“Hello! Hello! Where are you going? You are so beautiful! Do you have a boyfriend?”
I get these comments on a regular basis while walking the streets of Koforidua, my home for the next 10 months. Ghanaians are world-renowned for their friendliness and hospitality which is wonderful but with that comes a very direct way of telling women how much they love them.
Before I came to Ghana, I read that Ghanaian men use the term “I love you” as a way of showing their seriousness about a girl. But for me, a westerner and an American, this sign of affection is a little too overbearing. Both Ghanaian men and women insist of me marrying a Ghanaian and staying in the country. They often offer to introduce me to their friend/brother/cousin.

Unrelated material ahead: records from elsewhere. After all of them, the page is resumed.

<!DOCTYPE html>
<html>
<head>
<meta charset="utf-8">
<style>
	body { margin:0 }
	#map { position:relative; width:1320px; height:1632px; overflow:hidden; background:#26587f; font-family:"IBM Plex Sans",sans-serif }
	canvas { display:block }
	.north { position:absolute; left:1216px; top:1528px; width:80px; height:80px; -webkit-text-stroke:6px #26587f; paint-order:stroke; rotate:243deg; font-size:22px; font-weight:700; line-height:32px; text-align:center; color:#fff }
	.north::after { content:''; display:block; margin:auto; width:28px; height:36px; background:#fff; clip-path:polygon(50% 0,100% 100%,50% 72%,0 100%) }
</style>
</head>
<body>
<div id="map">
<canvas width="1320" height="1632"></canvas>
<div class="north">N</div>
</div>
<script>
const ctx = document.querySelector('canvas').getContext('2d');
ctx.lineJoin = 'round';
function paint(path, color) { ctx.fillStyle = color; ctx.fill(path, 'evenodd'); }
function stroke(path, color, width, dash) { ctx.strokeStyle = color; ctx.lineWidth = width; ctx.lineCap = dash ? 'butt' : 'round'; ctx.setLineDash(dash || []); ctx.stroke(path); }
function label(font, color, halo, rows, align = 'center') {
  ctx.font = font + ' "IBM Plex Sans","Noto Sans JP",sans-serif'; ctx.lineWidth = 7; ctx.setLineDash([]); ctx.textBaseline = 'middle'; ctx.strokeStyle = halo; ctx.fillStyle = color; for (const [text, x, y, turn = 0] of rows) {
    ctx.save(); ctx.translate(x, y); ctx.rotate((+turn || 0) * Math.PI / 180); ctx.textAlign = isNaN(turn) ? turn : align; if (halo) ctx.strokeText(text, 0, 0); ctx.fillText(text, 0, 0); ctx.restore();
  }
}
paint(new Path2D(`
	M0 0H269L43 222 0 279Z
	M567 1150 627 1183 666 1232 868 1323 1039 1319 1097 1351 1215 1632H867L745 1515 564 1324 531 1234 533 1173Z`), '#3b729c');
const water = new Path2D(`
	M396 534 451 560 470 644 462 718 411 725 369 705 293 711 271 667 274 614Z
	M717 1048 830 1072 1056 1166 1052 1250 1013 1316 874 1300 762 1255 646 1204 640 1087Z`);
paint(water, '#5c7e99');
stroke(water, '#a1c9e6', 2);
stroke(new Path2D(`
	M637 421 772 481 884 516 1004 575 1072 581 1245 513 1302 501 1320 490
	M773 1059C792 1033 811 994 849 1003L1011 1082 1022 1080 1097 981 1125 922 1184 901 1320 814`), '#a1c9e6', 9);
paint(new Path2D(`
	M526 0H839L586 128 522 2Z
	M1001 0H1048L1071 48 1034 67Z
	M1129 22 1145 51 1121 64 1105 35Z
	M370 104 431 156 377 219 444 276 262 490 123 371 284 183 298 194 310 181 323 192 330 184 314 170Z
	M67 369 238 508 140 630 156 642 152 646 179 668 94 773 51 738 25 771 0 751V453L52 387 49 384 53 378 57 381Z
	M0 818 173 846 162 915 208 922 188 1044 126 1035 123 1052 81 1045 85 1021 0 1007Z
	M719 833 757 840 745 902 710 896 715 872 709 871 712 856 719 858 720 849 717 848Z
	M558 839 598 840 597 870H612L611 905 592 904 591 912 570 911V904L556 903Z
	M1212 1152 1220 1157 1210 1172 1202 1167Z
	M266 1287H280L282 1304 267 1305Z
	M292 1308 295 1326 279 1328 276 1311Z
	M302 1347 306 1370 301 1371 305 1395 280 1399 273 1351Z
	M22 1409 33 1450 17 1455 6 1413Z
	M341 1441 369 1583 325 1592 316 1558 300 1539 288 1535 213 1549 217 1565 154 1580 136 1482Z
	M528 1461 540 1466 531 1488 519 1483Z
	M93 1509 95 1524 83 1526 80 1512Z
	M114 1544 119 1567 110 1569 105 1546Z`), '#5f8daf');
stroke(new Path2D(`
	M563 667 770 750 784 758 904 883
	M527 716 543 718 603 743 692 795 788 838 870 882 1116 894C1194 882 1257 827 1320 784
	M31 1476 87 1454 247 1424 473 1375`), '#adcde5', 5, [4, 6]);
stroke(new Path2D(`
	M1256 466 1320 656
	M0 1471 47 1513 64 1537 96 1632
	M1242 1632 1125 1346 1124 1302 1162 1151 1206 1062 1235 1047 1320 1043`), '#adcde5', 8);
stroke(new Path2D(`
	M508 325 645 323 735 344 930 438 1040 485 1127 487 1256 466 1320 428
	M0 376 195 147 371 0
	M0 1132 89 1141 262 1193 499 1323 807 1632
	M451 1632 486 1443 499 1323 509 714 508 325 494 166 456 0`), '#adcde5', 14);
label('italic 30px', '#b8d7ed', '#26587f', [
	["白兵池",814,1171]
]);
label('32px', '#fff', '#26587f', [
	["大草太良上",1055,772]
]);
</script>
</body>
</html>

After I told my male coworkers that I was single, they spent the next two weeks telling me their plans to find me a Ghanaian husband. While I appreciate their enthusiasm and compliments, constantly being approached about my love life gets old. Though I don’t usually condone lying, here are some tips and tricks I use to stretch the truth about my martial status when talking to Ghanaian men:
Make up a boyfriend/fiancé/husband
In the short time I’ve been in Ghana, I’ve already made up about three different boyfriends/husbands. This is probably the easiest trick to remember and most guys will act bummed but usually let you go on your way without much hassle. When they ask where my significant other is, I usually respond with a vague answer like, “Oh, he’s at home” or “He’s at work.”
Wear a fake wedding ring
My male coworkers told me this is the most evil thing to do to scare away Ghanaian men. I suspect they told me this because they really, really want me to marry a Ghanaian man and anything I do to deter that messes with their plan to get me to stay. I feel this is one of the more discrete options. The flash of a simple wedding band partnered with a story of your better half seems to do the trick.
Tell them you don’t know how to make banku/fufu
Banku and fufu are traditional starchy Ghanaian dishes that take considerable time and effort to make. These dough balls also make up a large portion of the Ghanaian diet and some men can eat an impressive amount. While I haven’t tried this approach, I’ve read that saying you don’t know how to make banku or fufu will deter them since first wife material includes being able to cook.
Make up an age
Ghanaians have a very difficult time determining the age of a foreigner, especially a westerner. And to be fair, my teammates and I have a hard time determining Ghanaians’ ages as well. This tactic only works if you know the relative age of somebody and if he is a good bit younger than the age you can pull off. As part of our training, we taught a couple of classes at a training college and while there was a wide age range of students, most were in their early 20s. While I’m only 26, here I can easily pull off 34 and seem out of the reach of most college students. If you can achieve a wide enough age gap, you’ll seem out of their reach and therefore not dateable.
Become friends with a local
Becoming friends with locals is a great for many reasons besides having them help you ward off potential suitors. Friends are easy to make in Ghana but it’s important to find friends who aren’t trying to use you for a green card and instead value your experiences and companionship. Although your Ghanaian guy friends might try to marry you off to their friends, they’ll at least always have your back and step in to defend you if someone is harassing you.
If all else fails…
There are nice guys and not so nice guys everywhere and just as you wouldn’t put up with constant harassment back home, you shouldn’t be subjected to it in Ghana. I would recommend trying a more diplomatic and friendly approach as mentioned above but if all else fails, you can tell them “Jai!” or “Mempe saa” meaning “stop” or “I don’t like that” in Twi. Ghanaians love when foreigners learn their language but in this situation, it also shows you mean business. For every one person who is bothering you, there will be 50 Ghanaians nearby that will rush to help you out.